Our body wants to prepare us to fight or flee for example: work stress, relationship problems and social contacts can be seen as dangerous.

Peace in your mind, peace in your bedroom

Create peace of mind and tranquility in your bedroom. Controlling the light, sound, and temperature in your bedroom can increase your chances of calming your mind and falling asleep easily. A sleep-friendly environment should be quiet, dark, and cool, between 60 and 67 degrees Fahrenheit, to be precise.

Dimmable light bulb and white noise

If light keeps you awake, using a dimmable light bulb can be a great way to get yourself in the mood for sleep. And while white noise might be your favorite background sound for falling asleep, research has shown that pink noise also makes it easier to focus on your sleep.

Meditation against anxiety

Some people feel anxious, worried, and sad at night. Stress can cause your body to experience a surge of adrenaline, which worsens your anxiety and prevents you from relaxing before bed.
Practicing meditation can help calm anxiety before bed.

Breathing exercises

Furthermore, research has shown that relaxation techniques involving diaphragmatic breathing can lead to a significant reduction in sleep anxiety.

Read this blog to learn more about breathing exercises

Start by just sitting quietly for a few minutes and focusing on your breathing. Learning to quiet your mind and meditate can help you manage stress during the day and before bed. If you struggle with meditation, try these relaxing yoga poses to prepare your body for sleep.

Schedule rest periods during the day

Nighttime anxiety can be caused by focusing too much on stress before bed. Knott says this is because

“our body can perceive work stress, relationship problems and social contacts as dangerous, and can prepare us to fight or flee.”

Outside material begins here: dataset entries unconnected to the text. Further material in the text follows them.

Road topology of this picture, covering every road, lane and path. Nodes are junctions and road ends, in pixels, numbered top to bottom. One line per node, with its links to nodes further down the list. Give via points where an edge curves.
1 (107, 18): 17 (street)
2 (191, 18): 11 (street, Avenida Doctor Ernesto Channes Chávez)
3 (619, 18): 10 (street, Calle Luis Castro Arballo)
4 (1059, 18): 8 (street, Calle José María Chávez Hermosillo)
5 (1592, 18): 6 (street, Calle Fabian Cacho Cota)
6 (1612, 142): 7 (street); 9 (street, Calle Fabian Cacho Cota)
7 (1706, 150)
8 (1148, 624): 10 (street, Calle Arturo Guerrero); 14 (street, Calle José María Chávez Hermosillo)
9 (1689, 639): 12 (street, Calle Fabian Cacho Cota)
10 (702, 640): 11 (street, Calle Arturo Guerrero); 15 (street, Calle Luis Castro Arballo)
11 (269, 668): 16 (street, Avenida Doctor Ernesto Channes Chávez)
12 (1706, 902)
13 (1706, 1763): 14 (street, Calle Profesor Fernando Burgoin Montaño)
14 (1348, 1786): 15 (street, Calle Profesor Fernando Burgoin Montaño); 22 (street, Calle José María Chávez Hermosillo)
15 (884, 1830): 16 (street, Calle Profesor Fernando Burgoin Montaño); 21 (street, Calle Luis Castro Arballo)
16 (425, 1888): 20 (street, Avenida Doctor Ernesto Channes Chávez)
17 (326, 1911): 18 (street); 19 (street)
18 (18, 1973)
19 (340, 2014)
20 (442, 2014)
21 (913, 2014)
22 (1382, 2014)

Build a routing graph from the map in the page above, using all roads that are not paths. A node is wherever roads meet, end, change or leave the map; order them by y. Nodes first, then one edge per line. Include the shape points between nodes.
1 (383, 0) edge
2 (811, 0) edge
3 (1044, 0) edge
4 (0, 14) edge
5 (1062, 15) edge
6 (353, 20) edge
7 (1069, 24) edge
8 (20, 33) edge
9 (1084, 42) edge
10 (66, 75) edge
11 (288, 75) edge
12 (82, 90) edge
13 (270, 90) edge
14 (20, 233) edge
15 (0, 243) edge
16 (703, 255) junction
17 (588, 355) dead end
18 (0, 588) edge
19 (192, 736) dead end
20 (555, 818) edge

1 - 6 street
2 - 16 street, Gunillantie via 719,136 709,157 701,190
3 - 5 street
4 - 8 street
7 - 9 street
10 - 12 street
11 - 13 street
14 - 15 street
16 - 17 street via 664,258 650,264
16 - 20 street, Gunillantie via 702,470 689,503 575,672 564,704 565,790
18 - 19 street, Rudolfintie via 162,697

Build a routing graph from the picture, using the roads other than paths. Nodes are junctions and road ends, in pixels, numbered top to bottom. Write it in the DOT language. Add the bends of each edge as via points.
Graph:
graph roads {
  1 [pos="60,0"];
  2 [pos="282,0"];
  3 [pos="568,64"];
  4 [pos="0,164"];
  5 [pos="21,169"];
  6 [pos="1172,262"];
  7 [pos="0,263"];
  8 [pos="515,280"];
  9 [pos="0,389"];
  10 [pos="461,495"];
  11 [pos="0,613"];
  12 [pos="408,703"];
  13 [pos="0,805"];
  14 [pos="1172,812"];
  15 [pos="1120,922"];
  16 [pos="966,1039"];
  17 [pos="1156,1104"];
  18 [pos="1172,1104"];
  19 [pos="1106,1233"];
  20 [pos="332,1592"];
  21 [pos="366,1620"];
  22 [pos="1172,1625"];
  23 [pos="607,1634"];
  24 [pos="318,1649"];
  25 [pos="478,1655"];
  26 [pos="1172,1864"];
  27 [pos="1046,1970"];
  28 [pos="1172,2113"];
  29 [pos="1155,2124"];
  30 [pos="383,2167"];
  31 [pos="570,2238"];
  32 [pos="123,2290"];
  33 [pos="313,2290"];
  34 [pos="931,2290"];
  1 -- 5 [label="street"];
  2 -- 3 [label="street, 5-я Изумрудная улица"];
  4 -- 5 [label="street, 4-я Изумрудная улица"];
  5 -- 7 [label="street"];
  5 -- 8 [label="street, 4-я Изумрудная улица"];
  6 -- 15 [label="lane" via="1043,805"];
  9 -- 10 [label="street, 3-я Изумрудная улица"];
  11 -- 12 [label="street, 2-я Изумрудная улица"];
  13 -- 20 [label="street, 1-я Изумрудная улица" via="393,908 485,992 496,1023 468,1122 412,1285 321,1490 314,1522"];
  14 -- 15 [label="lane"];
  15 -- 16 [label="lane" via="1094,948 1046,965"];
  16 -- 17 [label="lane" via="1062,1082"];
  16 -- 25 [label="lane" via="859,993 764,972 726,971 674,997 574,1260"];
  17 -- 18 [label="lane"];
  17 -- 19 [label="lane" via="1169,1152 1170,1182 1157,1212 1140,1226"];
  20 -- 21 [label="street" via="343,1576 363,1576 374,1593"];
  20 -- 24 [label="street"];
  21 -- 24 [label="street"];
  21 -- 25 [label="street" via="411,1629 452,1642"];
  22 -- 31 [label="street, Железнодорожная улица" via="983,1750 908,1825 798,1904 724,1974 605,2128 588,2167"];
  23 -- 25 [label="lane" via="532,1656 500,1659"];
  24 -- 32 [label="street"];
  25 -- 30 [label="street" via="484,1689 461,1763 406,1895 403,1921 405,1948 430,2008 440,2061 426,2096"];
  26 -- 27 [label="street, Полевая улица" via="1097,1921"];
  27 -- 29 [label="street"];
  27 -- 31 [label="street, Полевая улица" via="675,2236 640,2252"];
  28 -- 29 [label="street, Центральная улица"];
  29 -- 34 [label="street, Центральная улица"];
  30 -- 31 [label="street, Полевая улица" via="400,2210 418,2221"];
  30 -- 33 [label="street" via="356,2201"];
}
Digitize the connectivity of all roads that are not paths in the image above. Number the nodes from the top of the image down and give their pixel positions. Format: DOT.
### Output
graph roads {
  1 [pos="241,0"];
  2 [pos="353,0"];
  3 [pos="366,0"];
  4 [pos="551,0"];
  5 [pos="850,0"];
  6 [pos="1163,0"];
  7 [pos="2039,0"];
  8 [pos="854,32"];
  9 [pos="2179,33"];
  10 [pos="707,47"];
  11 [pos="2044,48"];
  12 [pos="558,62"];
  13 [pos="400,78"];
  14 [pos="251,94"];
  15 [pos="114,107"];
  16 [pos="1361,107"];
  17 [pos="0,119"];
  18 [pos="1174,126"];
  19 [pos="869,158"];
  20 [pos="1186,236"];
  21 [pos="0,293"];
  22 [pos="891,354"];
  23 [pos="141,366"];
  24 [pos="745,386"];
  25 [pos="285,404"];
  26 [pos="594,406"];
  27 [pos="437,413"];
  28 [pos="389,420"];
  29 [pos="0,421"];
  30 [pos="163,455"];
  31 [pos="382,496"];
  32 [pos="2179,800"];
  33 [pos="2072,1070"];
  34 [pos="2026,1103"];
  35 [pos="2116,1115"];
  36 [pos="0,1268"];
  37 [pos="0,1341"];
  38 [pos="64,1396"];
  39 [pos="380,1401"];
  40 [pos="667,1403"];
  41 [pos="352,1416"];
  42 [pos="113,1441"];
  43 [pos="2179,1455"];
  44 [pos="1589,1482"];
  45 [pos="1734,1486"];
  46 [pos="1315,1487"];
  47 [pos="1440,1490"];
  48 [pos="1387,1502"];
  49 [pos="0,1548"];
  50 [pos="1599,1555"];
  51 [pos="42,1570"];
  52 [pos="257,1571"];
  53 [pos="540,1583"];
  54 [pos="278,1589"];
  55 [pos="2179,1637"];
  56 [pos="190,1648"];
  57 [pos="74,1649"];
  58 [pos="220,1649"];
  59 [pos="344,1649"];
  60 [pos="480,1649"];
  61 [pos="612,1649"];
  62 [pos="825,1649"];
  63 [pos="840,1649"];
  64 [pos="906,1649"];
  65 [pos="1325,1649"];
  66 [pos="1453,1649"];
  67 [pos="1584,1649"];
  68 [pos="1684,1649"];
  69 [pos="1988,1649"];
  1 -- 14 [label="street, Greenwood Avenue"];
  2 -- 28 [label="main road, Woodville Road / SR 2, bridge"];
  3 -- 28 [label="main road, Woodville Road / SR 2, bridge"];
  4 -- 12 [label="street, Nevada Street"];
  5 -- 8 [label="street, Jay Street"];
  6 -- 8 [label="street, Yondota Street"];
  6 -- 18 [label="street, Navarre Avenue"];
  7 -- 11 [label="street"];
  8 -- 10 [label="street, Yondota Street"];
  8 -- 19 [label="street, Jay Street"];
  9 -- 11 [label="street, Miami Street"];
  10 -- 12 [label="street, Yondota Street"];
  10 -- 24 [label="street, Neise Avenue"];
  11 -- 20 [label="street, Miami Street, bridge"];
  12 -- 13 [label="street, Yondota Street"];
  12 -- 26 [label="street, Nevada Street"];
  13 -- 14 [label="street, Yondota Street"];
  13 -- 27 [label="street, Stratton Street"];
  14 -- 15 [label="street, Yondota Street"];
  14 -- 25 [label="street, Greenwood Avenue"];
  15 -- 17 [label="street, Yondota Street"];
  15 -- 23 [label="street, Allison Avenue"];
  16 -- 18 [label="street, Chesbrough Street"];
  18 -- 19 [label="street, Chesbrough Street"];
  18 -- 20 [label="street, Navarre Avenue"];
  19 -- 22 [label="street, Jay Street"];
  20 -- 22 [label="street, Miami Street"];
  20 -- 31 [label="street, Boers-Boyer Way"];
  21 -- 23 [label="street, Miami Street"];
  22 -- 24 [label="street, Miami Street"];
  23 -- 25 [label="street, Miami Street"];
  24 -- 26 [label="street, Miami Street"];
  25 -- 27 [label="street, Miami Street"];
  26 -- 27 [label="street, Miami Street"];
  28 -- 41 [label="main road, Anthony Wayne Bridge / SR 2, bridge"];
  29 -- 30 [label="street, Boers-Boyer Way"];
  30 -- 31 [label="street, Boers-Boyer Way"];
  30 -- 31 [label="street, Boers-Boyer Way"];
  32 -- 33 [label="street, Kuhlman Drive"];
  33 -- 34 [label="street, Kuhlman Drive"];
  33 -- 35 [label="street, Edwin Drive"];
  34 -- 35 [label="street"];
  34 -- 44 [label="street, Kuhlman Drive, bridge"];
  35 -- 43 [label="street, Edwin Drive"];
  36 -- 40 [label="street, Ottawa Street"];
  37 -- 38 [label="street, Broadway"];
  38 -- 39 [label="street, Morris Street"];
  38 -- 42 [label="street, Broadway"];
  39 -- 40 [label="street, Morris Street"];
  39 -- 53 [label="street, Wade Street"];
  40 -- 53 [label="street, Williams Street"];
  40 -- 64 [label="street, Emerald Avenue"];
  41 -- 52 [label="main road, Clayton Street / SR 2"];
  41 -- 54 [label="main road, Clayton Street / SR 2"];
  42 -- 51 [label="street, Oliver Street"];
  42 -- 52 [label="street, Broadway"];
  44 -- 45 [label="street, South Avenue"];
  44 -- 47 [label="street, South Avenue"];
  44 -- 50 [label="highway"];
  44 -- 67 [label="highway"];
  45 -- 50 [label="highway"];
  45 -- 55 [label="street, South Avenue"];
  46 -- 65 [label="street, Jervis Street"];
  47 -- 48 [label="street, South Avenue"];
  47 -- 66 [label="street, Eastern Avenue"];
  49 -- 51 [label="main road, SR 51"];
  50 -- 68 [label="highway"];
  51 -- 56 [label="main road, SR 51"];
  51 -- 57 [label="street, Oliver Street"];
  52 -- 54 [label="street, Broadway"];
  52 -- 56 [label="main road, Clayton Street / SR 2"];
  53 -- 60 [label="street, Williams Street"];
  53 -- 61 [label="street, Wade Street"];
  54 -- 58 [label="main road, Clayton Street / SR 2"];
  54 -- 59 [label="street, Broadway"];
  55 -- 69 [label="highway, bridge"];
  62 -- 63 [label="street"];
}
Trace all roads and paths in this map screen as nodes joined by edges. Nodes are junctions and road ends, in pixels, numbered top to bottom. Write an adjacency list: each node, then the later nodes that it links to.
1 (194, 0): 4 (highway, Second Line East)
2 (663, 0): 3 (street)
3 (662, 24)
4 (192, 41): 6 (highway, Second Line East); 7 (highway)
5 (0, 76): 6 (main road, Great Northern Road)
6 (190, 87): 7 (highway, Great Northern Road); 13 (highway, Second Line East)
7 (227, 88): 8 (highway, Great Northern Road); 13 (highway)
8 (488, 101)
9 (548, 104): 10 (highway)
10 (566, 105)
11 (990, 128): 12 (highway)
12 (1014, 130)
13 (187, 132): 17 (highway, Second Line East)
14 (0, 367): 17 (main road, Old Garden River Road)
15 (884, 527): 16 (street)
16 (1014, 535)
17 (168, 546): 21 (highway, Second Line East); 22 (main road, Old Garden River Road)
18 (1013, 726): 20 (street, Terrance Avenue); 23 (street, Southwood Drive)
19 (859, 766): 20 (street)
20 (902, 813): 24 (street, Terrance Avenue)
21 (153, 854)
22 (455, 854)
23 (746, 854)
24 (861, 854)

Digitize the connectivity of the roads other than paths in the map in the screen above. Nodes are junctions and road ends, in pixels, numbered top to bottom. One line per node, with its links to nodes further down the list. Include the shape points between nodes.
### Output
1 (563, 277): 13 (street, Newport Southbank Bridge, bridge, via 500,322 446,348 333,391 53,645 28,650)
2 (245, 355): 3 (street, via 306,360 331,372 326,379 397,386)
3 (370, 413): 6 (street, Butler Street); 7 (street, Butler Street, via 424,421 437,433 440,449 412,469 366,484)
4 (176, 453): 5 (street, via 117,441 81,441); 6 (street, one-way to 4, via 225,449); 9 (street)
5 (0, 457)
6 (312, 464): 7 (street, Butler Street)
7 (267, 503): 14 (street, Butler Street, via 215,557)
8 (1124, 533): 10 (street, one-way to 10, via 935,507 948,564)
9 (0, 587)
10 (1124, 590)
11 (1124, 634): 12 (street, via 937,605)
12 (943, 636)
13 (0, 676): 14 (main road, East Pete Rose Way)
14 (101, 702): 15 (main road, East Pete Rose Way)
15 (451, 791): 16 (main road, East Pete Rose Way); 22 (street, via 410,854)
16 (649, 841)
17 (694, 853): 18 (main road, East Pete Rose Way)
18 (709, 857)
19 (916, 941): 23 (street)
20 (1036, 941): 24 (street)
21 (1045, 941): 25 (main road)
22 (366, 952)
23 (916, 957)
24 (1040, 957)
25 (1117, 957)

If you’re fixated on your worries during the day and anticipating stressful activities for the next day, it makes it harder for your mind to relax.

Journals

Instead of letting thoughts and to-dos swirl around in your mind, write them down so your brain has a plan for the next day. Wells says that writing down your anxious feelings, especially through stream-of-consciousness journaling (writing down whatever comes to mind), can help alleviate your anxiety before bed.

Besides calming bedtime anxiety, research shows that journaling can also help you fall asleep faster. To get started with journaling, simply curl up with your notebook and a few cozy pillows and let your thoughts wander.

Conclusion

If you’re struggling with anxiety, other physical and mental health issues often accompany it. If nothing changes, this becomes an endless cycle. Sleep anxiety can have a significant impact, so be sure to apply the tips. Consiouz will soon be presenting the Sleep Academy for all ages. Are you curious?